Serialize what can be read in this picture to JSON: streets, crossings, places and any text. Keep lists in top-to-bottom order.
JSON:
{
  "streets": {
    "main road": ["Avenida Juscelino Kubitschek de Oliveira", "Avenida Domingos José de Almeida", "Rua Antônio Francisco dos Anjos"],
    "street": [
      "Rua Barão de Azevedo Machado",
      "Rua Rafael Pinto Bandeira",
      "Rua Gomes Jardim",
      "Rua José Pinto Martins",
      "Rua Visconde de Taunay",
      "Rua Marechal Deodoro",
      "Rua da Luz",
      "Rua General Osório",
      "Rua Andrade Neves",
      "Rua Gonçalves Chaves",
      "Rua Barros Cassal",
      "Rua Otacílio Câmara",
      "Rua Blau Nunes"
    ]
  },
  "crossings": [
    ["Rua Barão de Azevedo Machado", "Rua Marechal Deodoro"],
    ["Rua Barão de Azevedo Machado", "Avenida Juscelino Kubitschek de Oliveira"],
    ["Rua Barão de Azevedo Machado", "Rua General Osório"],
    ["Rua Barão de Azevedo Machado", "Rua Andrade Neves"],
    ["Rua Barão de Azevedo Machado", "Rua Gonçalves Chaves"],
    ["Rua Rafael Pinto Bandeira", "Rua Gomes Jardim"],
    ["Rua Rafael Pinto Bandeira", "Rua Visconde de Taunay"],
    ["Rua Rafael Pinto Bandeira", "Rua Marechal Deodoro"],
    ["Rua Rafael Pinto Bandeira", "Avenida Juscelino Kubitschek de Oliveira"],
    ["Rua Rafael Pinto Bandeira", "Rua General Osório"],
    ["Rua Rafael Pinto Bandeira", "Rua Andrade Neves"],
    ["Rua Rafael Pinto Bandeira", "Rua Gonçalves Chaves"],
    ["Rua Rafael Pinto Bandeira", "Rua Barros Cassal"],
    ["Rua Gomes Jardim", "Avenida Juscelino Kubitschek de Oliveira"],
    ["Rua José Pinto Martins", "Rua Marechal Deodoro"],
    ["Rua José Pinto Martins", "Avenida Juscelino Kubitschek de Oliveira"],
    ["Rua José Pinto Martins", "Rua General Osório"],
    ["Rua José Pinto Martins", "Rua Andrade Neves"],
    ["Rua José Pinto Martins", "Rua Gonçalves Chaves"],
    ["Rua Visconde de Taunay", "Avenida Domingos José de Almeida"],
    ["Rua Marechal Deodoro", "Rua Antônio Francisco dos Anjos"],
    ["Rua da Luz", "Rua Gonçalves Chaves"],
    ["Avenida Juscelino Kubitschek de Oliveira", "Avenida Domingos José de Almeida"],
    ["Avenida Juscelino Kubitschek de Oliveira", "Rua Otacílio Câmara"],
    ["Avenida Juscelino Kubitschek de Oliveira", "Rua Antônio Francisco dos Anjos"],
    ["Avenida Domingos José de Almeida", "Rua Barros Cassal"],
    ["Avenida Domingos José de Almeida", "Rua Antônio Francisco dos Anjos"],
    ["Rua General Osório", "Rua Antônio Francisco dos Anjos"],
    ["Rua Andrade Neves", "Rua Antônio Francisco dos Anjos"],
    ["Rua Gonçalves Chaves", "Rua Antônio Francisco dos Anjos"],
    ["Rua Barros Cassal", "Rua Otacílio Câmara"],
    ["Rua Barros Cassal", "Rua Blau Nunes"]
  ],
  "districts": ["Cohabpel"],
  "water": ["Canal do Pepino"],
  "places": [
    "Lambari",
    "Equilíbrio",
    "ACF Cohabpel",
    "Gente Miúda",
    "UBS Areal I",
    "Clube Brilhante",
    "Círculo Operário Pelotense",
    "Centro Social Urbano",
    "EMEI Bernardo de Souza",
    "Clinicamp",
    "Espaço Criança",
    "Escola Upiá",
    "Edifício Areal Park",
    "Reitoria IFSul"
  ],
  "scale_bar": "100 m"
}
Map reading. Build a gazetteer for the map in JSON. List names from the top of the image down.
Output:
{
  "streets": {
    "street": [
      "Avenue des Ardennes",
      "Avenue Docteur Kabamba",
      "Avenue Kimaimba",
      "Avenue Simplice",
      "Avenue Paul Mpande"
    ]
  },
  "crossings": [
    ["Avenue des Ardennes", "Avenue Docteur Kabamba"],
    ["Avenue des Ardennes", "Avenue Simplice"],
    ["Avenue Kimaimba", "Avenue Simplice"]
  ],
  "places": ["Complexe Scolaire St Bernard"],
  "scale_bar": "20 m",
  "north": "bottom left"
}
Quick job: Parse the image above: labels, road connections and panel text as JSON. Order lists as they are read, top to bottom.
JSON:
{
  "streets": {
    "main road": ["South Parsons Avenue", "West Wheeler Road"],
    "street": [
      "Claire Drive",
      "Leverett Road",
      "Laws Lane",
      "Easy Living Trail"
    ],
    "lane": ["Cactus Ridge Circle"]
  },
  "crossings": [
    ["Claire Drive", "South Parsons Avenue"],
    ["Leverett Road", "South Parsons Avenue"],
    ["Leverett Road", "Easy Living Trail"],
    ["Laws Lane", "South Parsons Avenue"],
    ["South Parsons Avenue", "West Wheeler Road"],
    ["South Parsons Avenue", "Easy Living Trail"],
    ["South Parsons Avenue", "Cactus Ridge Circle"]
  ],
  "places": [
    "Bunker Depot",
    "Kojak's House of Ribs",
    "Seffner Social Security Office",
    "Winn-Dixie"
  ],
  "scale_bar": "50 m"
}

=== Problem statement ===
All lines in the listing above with the string "text" should be returned.

=== Output ===
Serialize what can be read in this picture to JSON: streets, crossings, places and any text. Keep lists in top-to-bottom order.
Quick job: Parse the image above: labels, road connections and panel text as JSON. Order lists as they are read, top to bottom.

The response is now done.